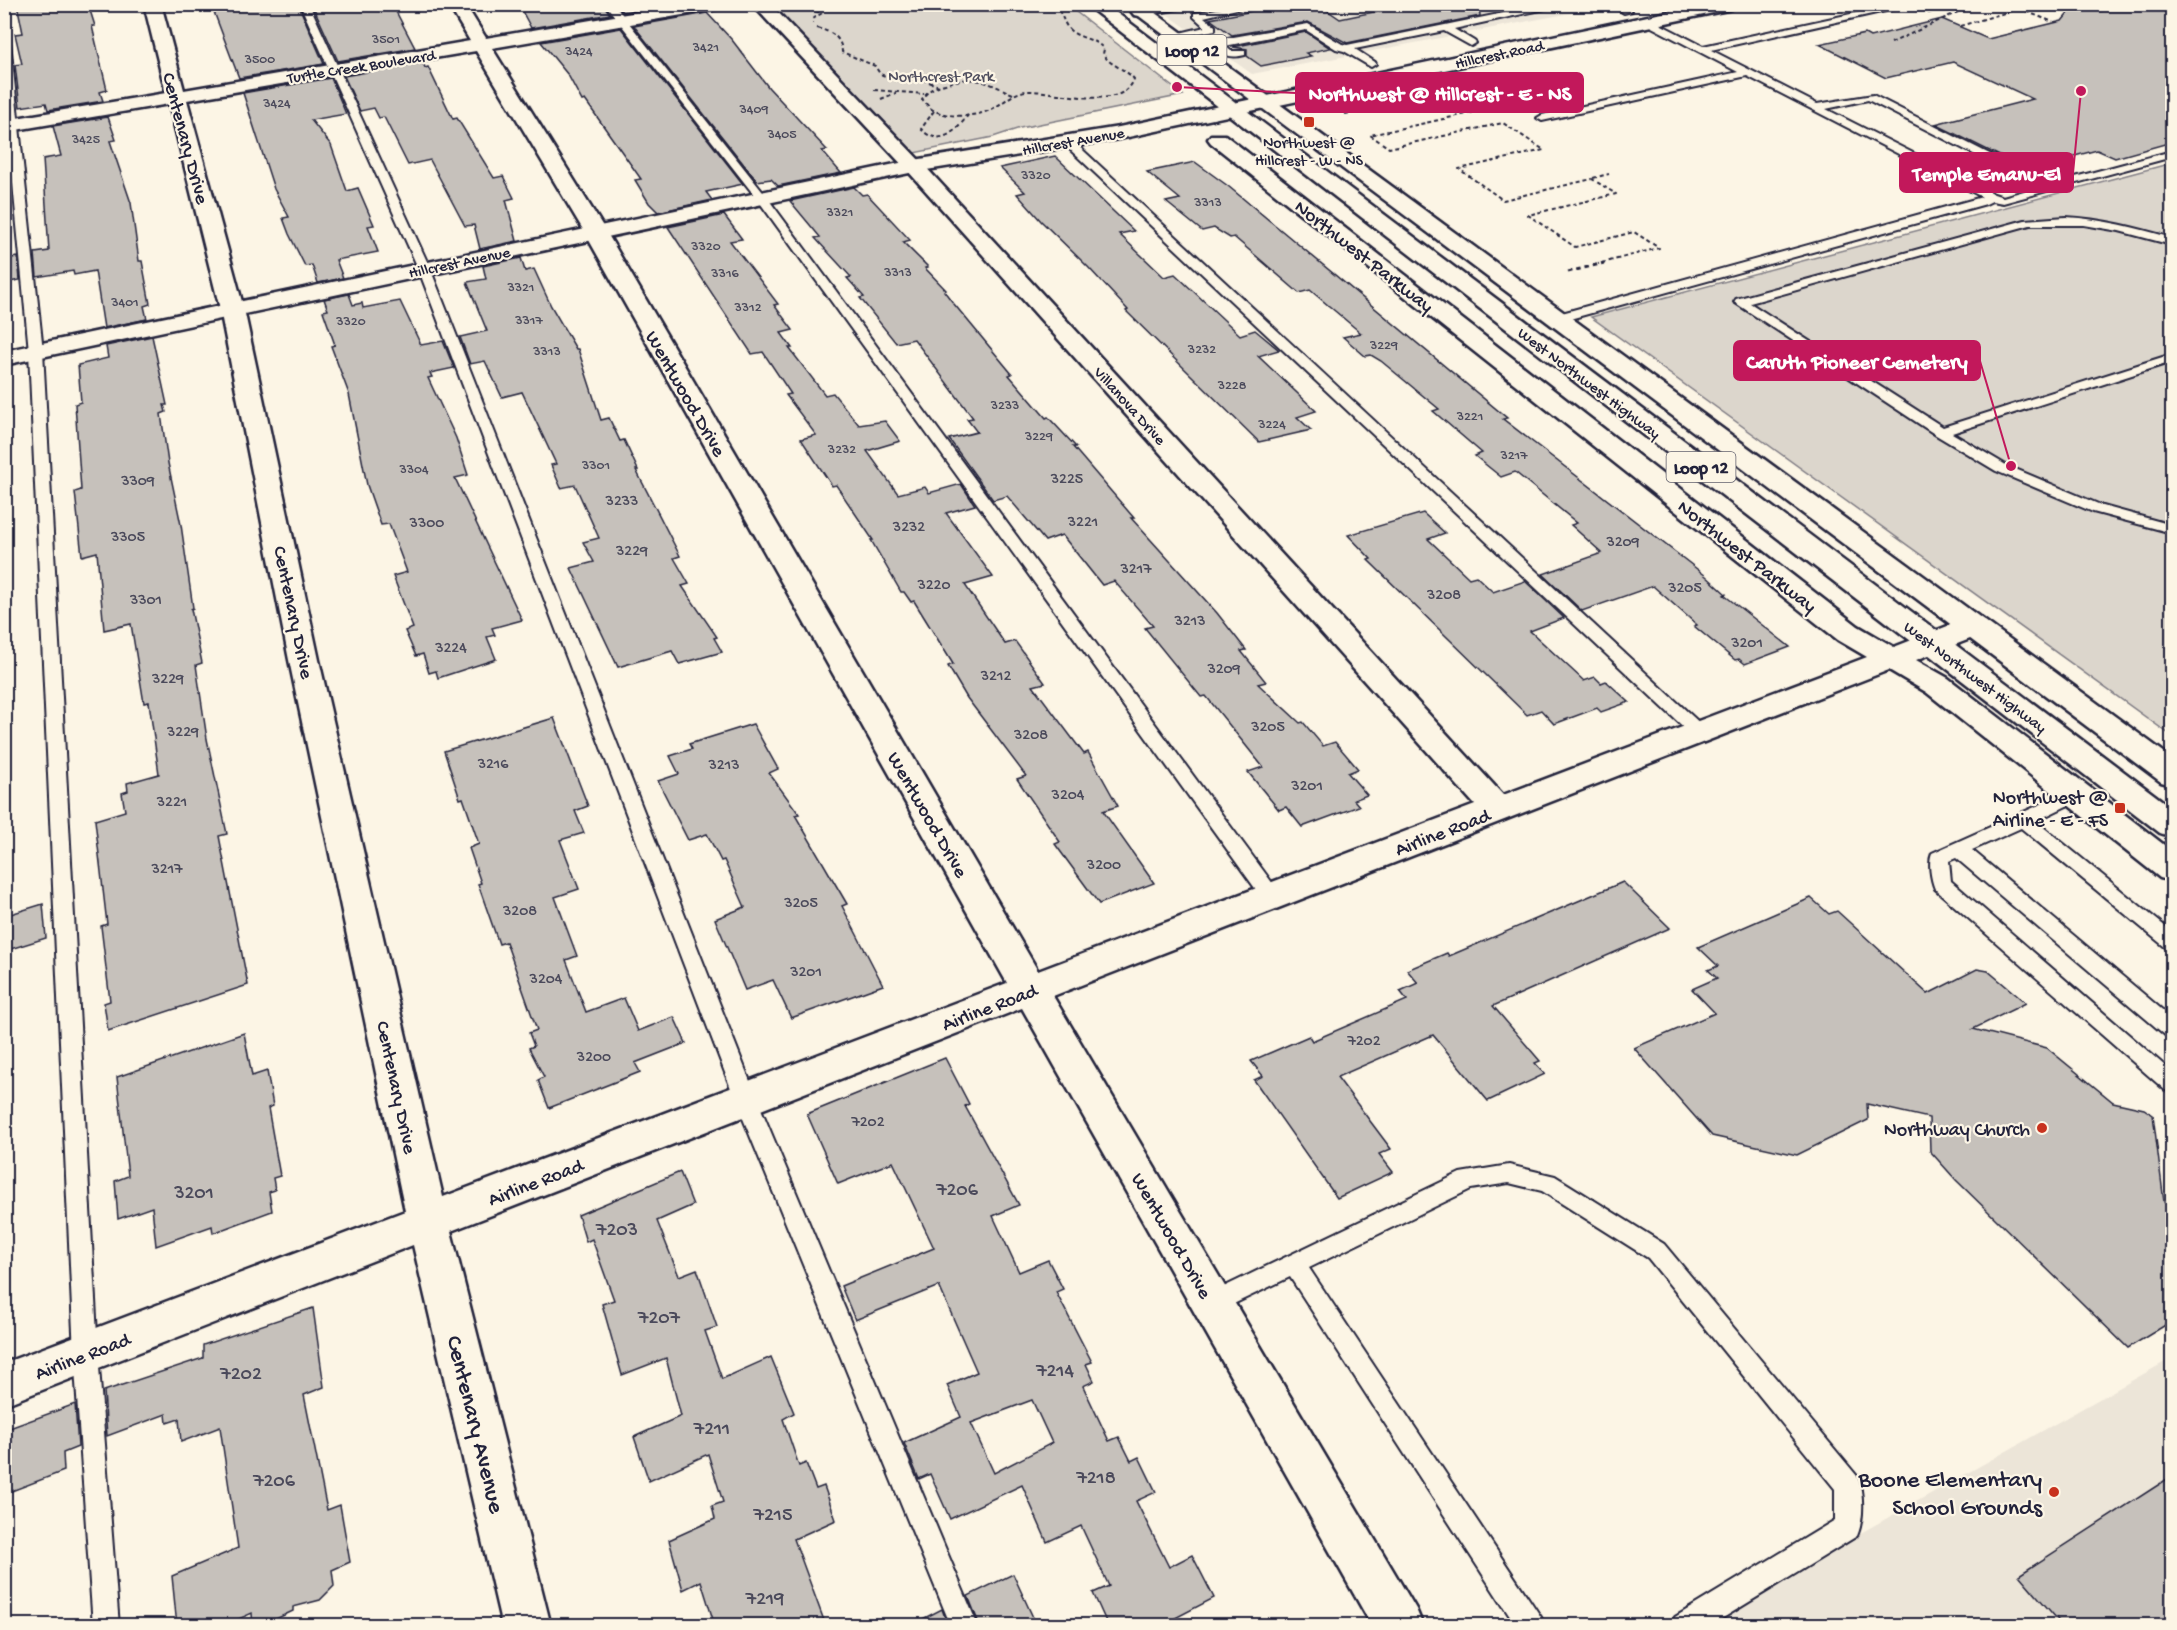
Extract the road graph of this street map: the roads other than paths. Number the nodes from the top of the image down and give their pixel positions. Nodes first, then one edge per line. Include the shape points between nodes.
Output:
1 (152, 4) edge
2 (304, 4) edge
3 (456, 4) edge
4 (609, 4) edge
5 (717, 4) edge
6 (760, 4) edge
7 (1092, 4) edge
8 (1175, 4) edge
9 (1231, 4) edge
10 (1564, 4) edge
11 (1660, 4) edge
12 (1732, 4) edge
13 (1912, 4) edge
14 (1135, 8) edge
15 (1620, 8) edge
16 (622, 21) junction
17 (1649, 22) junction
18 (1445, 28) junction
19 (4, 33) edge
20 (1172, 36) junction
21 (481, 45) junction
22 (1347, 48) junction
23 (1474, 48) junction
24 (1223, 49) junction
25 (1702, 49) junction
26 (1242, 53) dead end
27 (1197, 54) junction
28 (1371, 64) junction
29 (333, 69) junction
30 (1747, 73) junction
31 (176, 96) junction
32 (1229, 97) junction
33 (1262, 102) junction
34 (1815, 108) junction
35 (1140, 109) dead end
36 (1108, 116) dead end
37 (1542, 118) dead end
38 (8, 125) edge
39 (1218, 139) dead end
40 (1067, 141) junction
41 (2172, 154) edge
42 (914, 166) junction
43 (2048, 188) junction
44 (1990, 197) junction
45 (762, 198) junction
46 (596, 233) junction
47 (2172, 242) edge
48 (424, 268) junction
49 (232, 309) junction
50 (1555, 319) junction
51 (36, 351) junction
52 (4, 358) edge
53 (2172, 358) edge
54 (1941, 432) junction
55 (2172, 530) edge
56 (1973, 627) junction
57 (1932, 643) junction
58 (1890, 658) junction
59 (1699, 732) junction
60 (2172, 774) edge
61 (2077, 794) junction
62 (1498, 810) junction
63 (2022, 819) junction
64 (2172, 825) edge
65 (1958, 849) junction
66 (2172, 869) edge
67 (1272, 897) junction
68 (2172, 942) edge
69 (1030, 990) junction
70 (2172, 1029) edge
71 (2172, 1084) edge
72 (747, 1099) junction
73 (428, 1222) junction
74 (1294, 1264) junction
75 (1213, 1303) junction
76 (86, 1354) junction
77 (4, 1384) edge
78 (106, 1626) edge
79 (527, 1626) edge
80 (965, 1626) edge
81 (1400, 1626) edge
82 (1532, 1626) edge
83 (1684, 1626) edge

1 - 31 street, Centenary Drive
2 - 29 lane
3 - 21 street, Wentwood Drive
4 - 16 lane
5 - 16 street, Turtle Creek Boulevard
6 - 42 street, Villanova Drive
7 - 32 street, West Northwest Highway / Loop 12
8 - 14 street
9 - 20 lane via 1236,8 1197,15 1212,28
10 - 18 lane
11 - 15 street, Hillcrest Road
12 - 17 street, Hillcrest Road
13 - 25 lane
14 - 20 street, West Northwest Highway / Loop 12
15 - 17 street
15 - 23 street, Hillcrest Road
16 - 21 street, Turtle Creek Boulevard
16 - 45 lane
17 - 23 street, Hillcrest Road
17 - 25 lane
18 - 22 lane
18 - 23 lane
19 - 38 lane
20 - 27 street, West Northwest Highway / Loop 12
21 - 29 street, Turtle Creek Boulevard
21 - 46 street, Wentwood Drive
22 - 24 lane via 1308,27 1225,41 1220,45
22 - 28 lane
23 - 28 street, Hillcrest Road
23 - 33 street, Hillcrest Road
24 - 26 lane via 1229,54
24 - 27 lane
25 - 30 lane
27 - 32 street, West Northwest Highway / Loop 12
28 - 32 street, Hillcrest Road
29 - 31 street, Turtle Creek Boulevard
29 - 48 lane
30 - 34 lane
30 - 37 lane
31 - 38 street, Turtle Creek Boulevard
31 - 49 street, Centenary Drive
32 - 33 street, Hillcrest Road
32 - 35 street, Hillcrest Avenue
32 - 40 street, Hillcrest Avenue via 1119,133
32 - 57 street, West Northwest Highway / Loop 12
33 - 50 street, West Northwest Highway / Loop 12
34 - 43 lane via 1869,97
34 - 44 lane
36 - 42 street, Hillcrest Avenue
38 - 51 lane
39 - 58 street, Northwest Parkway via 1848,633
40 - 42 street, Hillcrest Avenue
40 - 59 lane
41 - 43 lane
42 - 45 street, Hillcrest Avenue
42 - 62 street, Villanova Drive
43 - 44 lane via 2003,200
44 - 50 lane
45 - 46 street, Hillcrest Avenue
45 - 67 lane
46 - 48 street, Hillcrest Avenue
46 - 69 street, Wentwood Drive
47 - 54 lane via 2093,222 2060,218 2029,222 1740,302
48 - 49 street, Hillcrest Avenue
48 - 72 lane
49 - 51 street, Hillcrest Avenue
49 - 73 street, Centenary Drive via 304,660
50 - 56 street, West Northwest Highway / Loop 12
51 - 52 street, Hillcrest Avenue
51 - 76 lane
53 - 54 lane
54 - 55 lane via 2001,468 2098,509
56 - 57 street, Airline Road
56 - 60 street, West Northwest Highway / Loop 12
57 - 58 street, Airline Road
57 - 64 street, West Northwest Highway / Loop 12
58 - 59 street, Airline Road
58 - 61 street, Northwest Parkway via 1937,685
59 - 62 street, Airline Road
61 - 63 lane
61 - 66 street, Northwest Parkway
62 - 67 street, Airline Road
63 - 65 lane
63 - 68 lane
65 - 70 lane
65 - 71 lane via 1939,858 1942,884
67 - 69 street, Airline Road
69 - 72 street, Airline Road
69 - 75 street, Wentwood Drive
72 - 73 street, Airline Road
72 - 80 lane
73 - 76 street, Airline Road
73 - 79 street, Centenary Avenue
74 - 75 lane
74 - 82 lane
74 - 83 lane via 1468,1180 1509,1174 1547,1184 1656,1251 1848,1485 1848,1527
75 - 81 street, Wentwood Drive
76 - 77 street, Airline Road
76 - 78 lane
========
• _Exercise aim_
Your task is to copy the entries in full and exactly, without any images.

• _Written reply_
Extract the road graph of this street map: the roads other than paths. Number the nodes from the top of the image down and give their pixel positions. Nodes first, then one edge per line. Include the shape points between nodes.
Output:
1 (152, 4) edge
2 (304, 4) edge
3 (456, 4) edge
4 (609, 4) edge
5 (717, 4) edge
6 (760, 4) edge
7 (1092, 4) edge
8 (1175, 4) edge
9 (1231, 4) edge
10 (1564, 4) edge
11 (1660, 4) edge
12 (1732, 4) edge
13 (1912, 4) edge
14 (1135, 8) edge
15 (1620, 8) edge
16 (622, 21) junction
17 (1649, 22) junction
18 (1445, 28) junction
19 (4, 33) edge
20 (1172, 36) junction
21 (481, 45) junction
22 (1347, 48) junction
23 (1474, 48) junction
24 (1223, 49) junction
25 (1702, 49) junction
26 (1242, 53) dead end
27 (1197, 54) junction
28 (1371, 64) junction
29 (333, 69) junction
30 (1747, 73) junction
31 (176, 96) junction
32 (1229, 97) junction
33 (1262, 102) junction
34 (1815, 108) junction
35 (1140, 109) dead end
36 (1108, 116) dead end
37 (1542, 118) dead end
38 (8, 125) edge
39 (1218, 139) dead end
40 (1067, 141) junction
41 (2172, 154) edge
42 (914, 166) junction
43 (2048, 188) junction
44 (1990, 197) junction
45 (762, 198) junction
46 (596, 233) junction
47 (2172, 242) edge
48 (424, 268) junction
49 (232, 309) junction
50 (1555, 319) junction
51 (36, 351) junction
52 (4, 358) edge
53 (2172, 358) edge
54 (1941, 432) junction
55 (2172, 530) edge
56 (1973, 627) junction
57 (1932, 643) junction
58 (1890, 658) junction
59 (1699, 732) junction
60 (2172, 774) edge
61 (2077, 794) junction
62 (1498, 810) junction
63 (2022, 819) junction
64 (2172, 825) edge
65 (1958, 849) junction
66 (2172, 869) edge
67 (1272, 897) junction
68 (2172, 942) edge
69 (1030, 990) junction
70 (2172, 1029) edge
71 (2172, 1084) edge
72 (747, 1099) junction
73 (428, 1222) junction
74 (1294, 1264) junction
75 (1213, 1303) junction
76 (86, 1354) junction
77 (4, 1384) edge
78 (106, 1626) edge
79 (527, 1626) edge
80 (965, 1626) edge
81 (1400, 1626) edge
82 (1532, 1626) edge
83 (1684, 1626) edge

1 - 31 street, Centenary Drive
2 - 29 lane
3 - 21 street, Wentwood Drive
4 - 16 lane
5 - 16 street, Turtle Creek Boulevard
6 - 42 street, Villanova Drive
7 - 32 street, West Northwest Highway / Loop 12
8 - 14 street
9 - 20 lane via 1236,8 1197,15 1212,28
10 - 18 lane
11 - 15 street, Hillcrest Road
12 - 17 street, Hillcrest Road
13 - 25 lane
14 - 20 street, West Northwest Highway / Loop 12
15 - 17 street
15 - 23 street, Hillcrest Road
16 - 21 street, Turtle Creek Boulevard
16 - 45 lane
17 - 23 street, Hillcrest Road
17 - 25 lane
18 - 22 lane
18 - 23 lane
19 - 38 lane
20 - 27 street, West Northwest Highway / Loop 12
21 - 29 street, Turtle Creek Boulevard
21 - 46 street, Wentwood Drive
22 - 24 lane via 1308,27 1225,41 1220,45
22 - 28 lane
23 - 28 street, Hillcrest Road
23 - 33 street, Hillcrest Road
24 - 26 lane via 1229,54
24 - 27 lane
25 - 30 lane
27 - 32 street, West Northwest Highway / Loop 12
28 - 32 street, Hillcrest Road
29 - 31 street, Turtle Creek Boulevard
29 - 48 lane
30 - 34 lane
30 - 37 lane
31 - 38 street, Turtle Creek Boulevard
31 - 49 street, Centenary Drive
32 - 33 street, Hillcrest Road
32 - 35 street, Hillcrest Avenue
32 - 40 street, Hillcrest Avenue via 1119,133
32 - 57 street, West Northwest Highway / Loop 12
33 - 50 street, West Northwest Highway / Loop 12
34 - 43 lane via 1869,97
34 - 44 lane
36 - 42 street, Hillcrest Avenue
38 - 51 lane
39 - 58 street, Northwest Parkway via 1848,633
40 - 42 street, Hillcrest Avenue
40 - 59 lane
41 - 43 lane
42 - 45 street, Hillcrest Avenue
42 - 62 street, Villanova Drive
43 - 44 lane via 2003,200
44 - 50 lane
45 - 46 street, Hillcrest Avenue
45 - 67 lane
46 - 48 street, Hillcrest Avenue
46 - 69 street, Wentwood Drive
47 - 54 lane via 2093,222 2060,218 2029,222 1740,302
48 - 49 street, Hillcrest Avenue
48 - 72 lane
49 - 51 street, Hillcrest Avenue
49 - 73 street, Centenary Drive via 304,660
50 - 56 street, West Northwest Highway / Loop 12
51 - 52 street, Hillcrest Avenue
51 - 76 lane
53 - 54 lane
54 - 55 lane via 2001,468 2098,509
56 - 57 street, Airline Road
56 - 60 street, West Northwest Highway / Loop 12
57 - 58 street, Airline Road
57 - 64 street, West Northwest Highway / Loop 12
58 - 59 street, Airline Road
58 - 61 street, Northwest Parkway via 1937,685
59 - 62 street, Airline Road
61 - 63 lane
61 - 66 street, Northwest Parkway
62 - 67 street, Airline Road
63 - 65 lane
63 - 68 lane
65 - 70 lane
65 - 71 lane via 1939,858 1942,884
67 - 69 street, Airline Road
69 - 72 street, Airline Road
69 - 75 street, Wentwood Drive
72 - 73 street, Airline Road
72 - 80 lane
73 - 76 street, Airline Road
73 - 79 street, Centenary Avenue
74 - 75 lane
74 - 82 lane
74 - 83 lane via 1468,1180 1509,1174 1547,1184 1656,1251 1848,1485 1848,1527
75 - 81 street, Wentwood Drive
76 - 77 street, Airline Road
76 - 78 lane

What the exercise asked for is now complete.